In a post on X (formerly Twitter), Mphoko challenged the company's narrative and alluded to ongoing legal matters, including two court cases - HB 209/22 and HC1829/20 - that he believes are central to the company's withdrawal. Mphoko stated, "Let's set the record straight. Contrary to what Choppies Enterprises has said about competition from the informal sector and the state of the Zimbabwean economy, the real truth lies in the letters attached and the ongoing court cases."



One of the key documents Mphoko referred to is a letter from the Reserve Bank of Zimbabwe (RBZ), which highlights serious concerns regarding the company's dealings. The letter, dated 17 August 2020, was in response to an inquiry about the transfer of shares between local shareholders and Choppies Enterprises, a Botswana-based company. According to the RBZ, there was no prior approval for the transaction, which violated Exchange Control regulations.
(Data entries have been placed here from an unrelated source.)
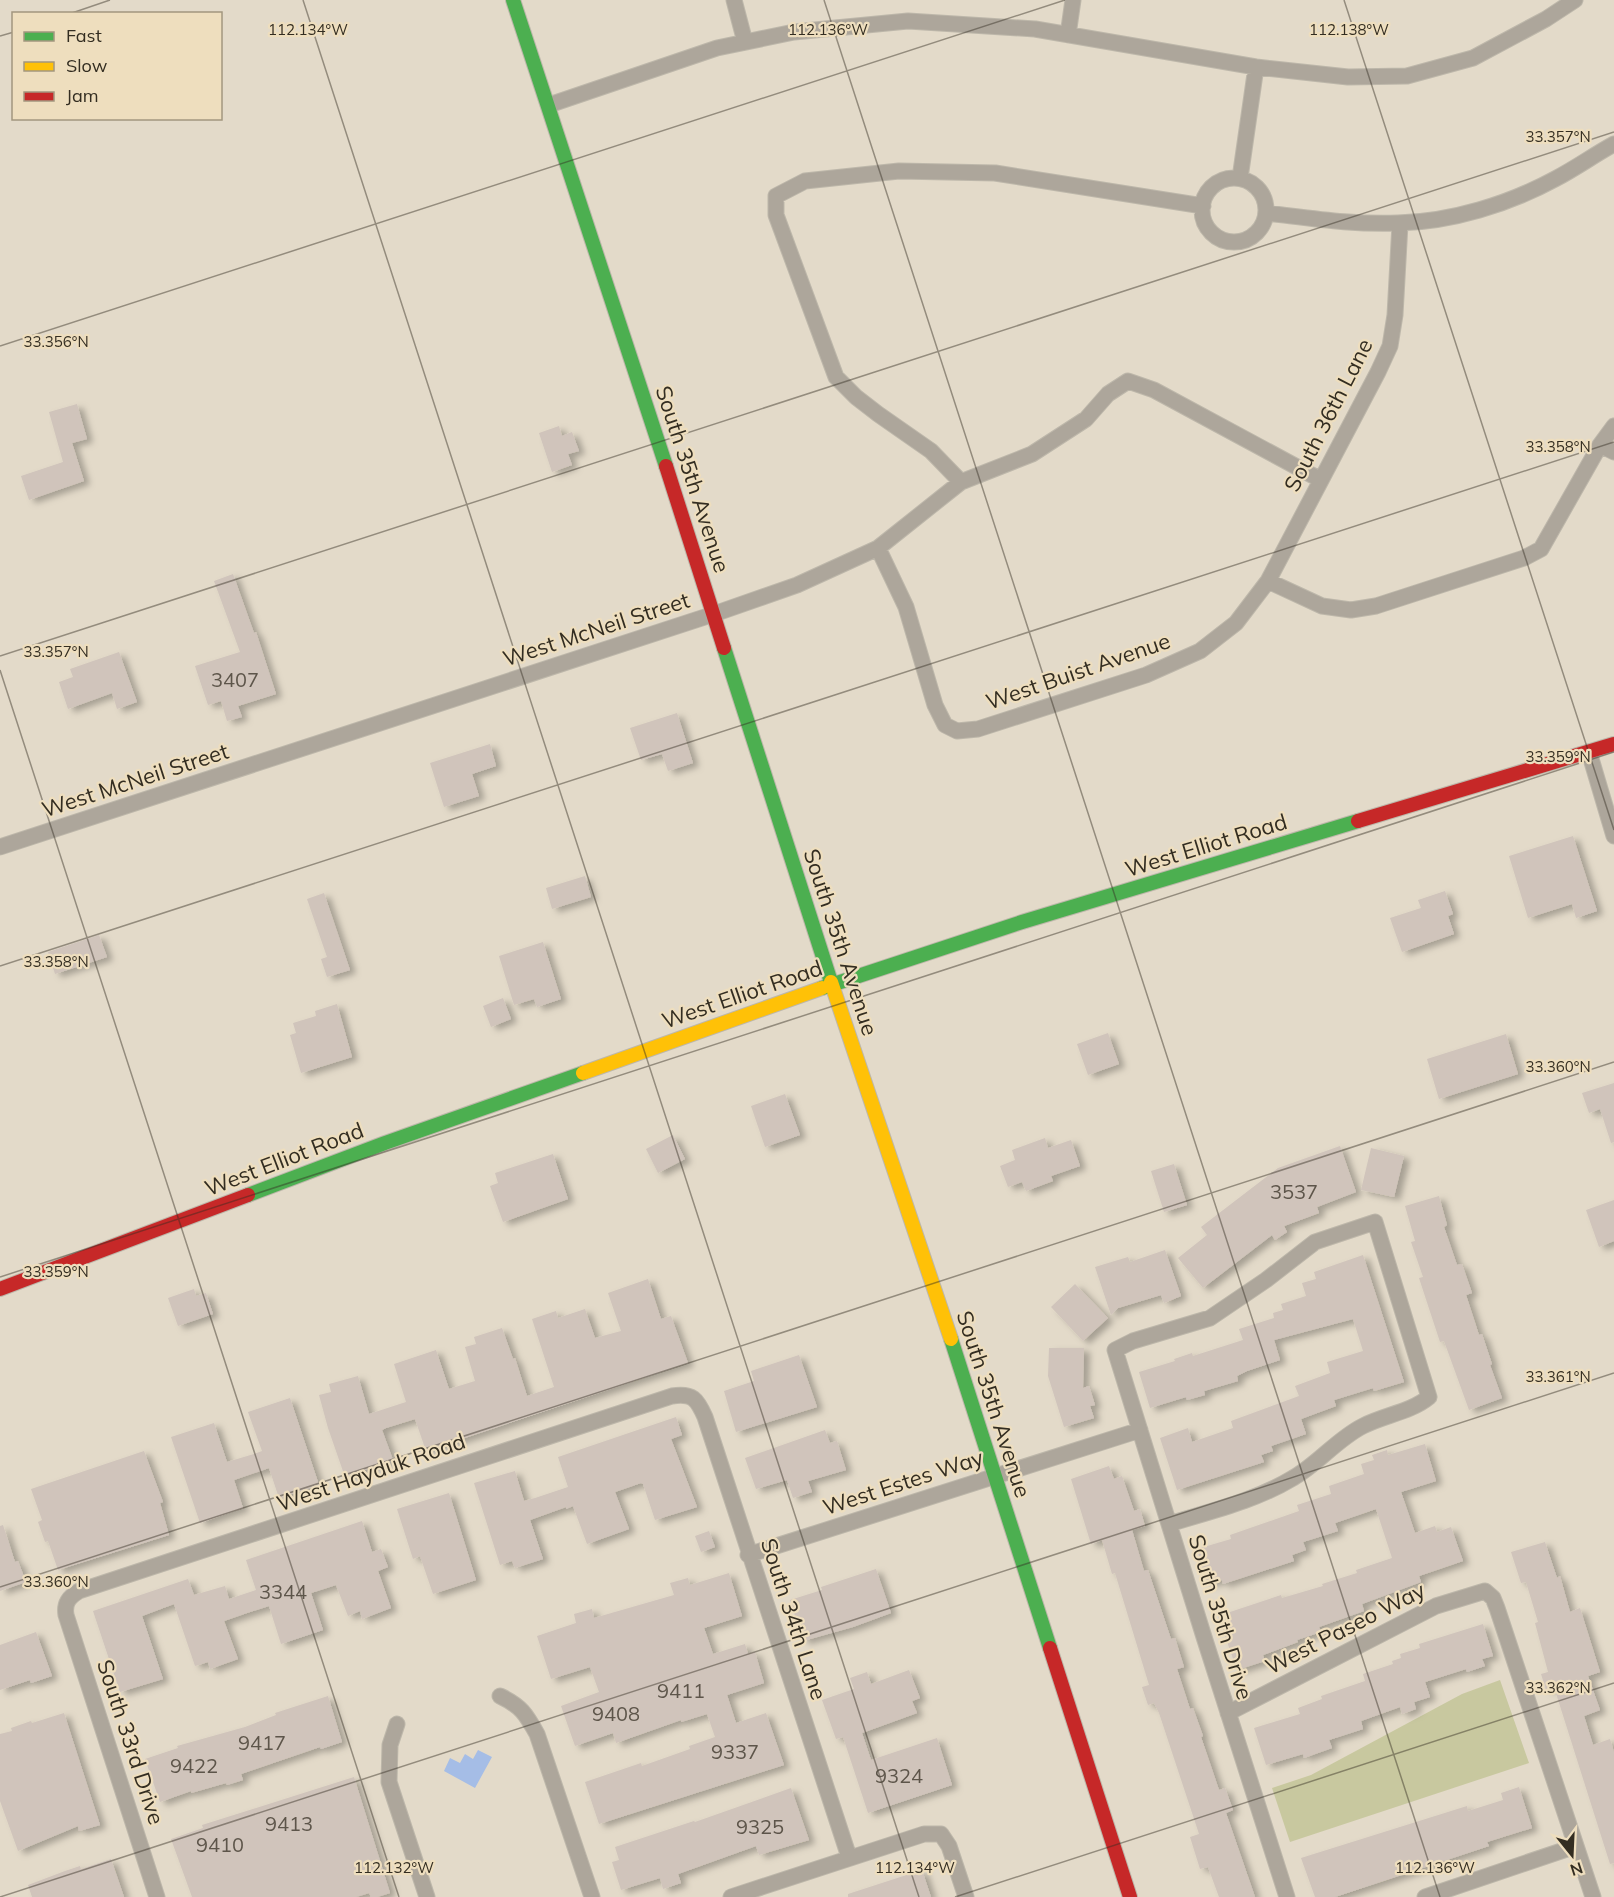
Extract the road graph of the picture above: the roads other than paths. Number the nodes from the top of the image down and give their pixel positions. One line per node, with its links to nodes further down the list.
1 (513, 0): 8 (street, South 35th Avenue)
2 (734, 0): 6 (street)
3 (1072, 0): 5 (street)
4 (1575, 0): 7 (street)
5 (1068, 35): 6 (street); 7 (street)
6 (745, 42): 8 (street)
7 (1256, 67): 10 (street)
8 (549, 105): 20 (street, South 35th Avenue)
9 (1614, 144): 13 (street)
10 (1240, 178): 11 (street); 12 (street)
11 (1203, 206): 12 (street); 17 (street)
12 (1266, 213): 13 (street)
13 (1400, 224): 16 (street, South 36th Lane)
14 (1614, 426): 15 (street)
15 (1607, 449): 19 (street)
16 (1321, 480): 17 (street, West McNeil Street); 19 (street, South 36th Lane)
17 (961, 482): 18 (street, West McNeil Street)
18 (878, 548): 19 (street, West Buist Avenue); 20 (street, West McNeil Street)
19 (1268, 581)
20 (714, 614): 24 (street, West McNeil Street); 25 (street, South 35th Avenue)
21 (1614, 744): 22 (street, West Elliot Road)
22 (1588, 752): 23 (street); 25 (street, West Elliot Road)
23 (1614, 836)
24 (0, 848)
25 (832, 985): 26 (street, West Elliot Road); 29 (street, South 35th Avenue)
26 (0, 1288)
27 (693, 1398): 31 (street, South 34th Lane); 32 (street, West Hayduk Road)
28 (1140, 1430): 29 (street, West Estes Way); 30 (street, South 35th Drive); 30 (street, South 35th Drive)
29 (995, 1476): 31 (street, West Estes Way); 43 (street, South 35th Avenue)
30 (1169, 1524): 34 (street, South 35th Drive)
31 (748, 1555): 37 (street, South 34th Lane)
32 (67, 1601): 38 (street, South 33rd Drive)
33 (500, 1696): 40 (street)
34 (1228, 1713): 36 (street, West Paseo Way); 44 (street, South 35th Drive)
35 (397, 1725): 39 (street)
36 (1576, 1846): 45 (street); 46 (street)
37 (849, 1857): 41 (street); 42 (street)
38 (157, 1897)
39 (427, 1897)
40 (592, 1897)
41 (731, 1897)
42 (966, 1897)
43 (1130, 1897)
44 (1287, 1897)
45 (1425, 1897)
46 (1593, 1897)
The RBZ's letter states, "Exchange Control does not have a record of the transaction where Mr. Phelekezela Mphoko and Mr. Siqokoqela Mphoko disposed of their 51% shareholding in Nanavac Investments to Choppies Investments of Botswana. The absence of such authority amounts to a violation of Exchange Control regulations."

The RBZ further explained that any foreign acquisition of shares in a local entity must be funded with foreign currency remitted through official banking channels, and approval from the Reserve Bank must be obtained before any transactions are executed. It was pointed out that if Choppies Investments had used local currency for the share purchase, prior Exchange Control approval should have been sought.

Mphoko's comments suggest that the exit of Choppies may be linked to these unresolved regulatory issues rather than just competition from informal traders, as the company claims. He pointed out that, "The purchase of foreign currency on the parallel market is illegal in terms of the Exchange Control Act," a reference that may suggest Choppies violated foreign currency regulations in its dealings.

The company, which has been operating in Zimbabwe for several years, has faced increasing competition from local informal businesses, particularly in the retail sector, where tuck-shops and small vendors have proliferated. These businesses often operate without the formalities of taxes or licenses, making it difficult for larger, formal enterprises to compete on equal footing.

However, with Choppies now attributing its decision to the pressure from the informal sector, Mphoko's revelations suggest that legal and regulatory issues may be playing a larger role in the exit. The court cases mentioned by Mphoko, combined with the RBZ's concerns over the legality of share transfers, point to a complex situation beyond just economic challenges.

The dispute also raises questions about Zimbabwe's regulatory environment, especially as the country struggles with attracting and retaining foreign investment. Despite the challenges, Mphoko has been vocal about his involvement in Zimbabwe's business and political affairs, particularly in the context of local companies and foreign investments.

As Choppies plans its exit, the company will need to navigate not only market competition but also the unresolved legal issues that have been brought to light. The Zimbabwean government, meanwhile, will have to address concerns over the informal sector's growing dominance and the challenges it poses to formal business operations in the country.